== Source data

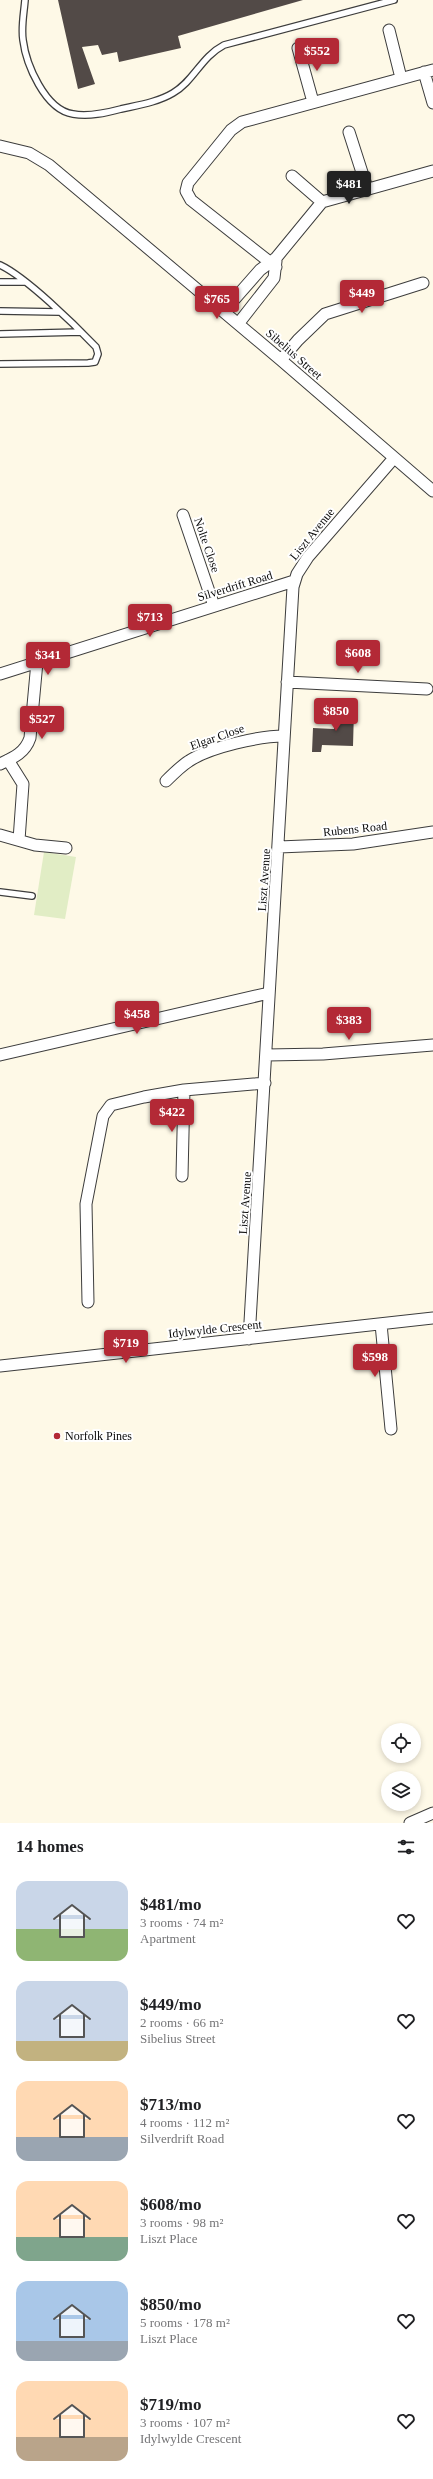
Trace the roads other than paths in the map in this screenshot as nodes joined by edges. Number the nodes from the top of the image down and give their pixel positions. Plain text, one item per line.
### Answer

====
== Source data

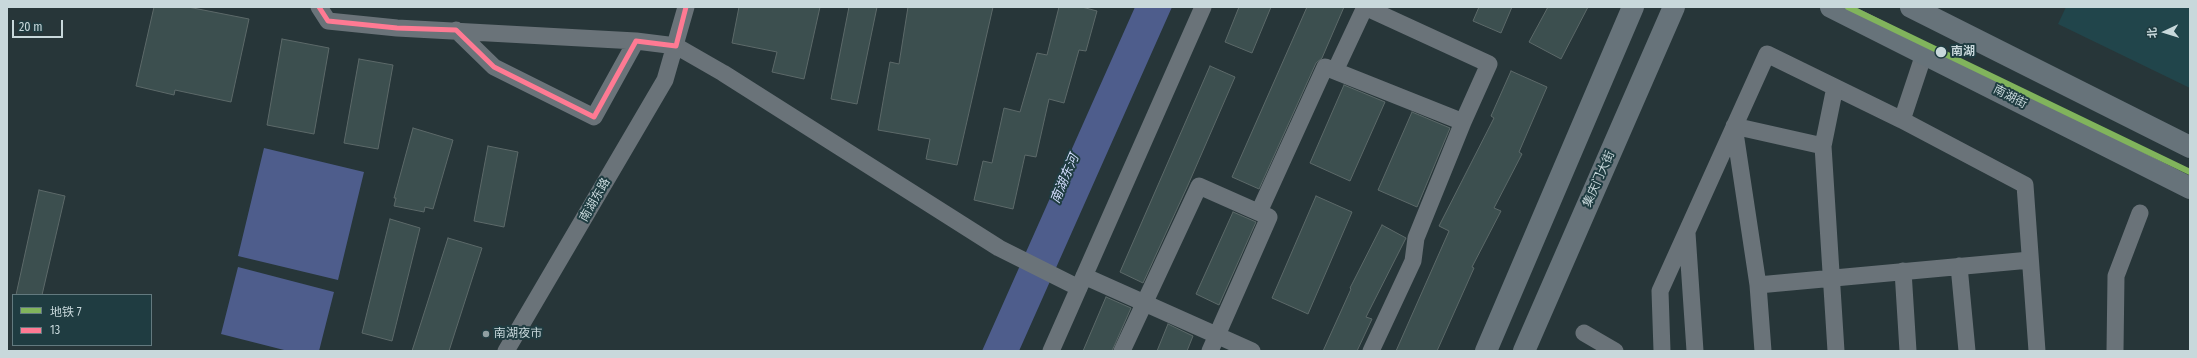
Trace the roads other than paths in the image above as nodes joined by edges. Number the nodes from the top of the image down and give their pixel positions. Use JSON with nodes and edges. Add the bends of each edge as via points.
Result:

====

> **Exercise description**
This exercise needs every line of the listing that contains the word "image".

> **Answer to this problem**
Trace the roads other than paths in the map in this screenshot as nodes joined by edges. Number the nodes from the top of the image down and give their pixel positions. Plain text, one item per line.
Trace the roads other than paths in the image above as nodes joined by edges. Number the nodes from the top of the image down and give their pixel positions. Use JSON with nodes and edges. Add the bends of each edge as via points.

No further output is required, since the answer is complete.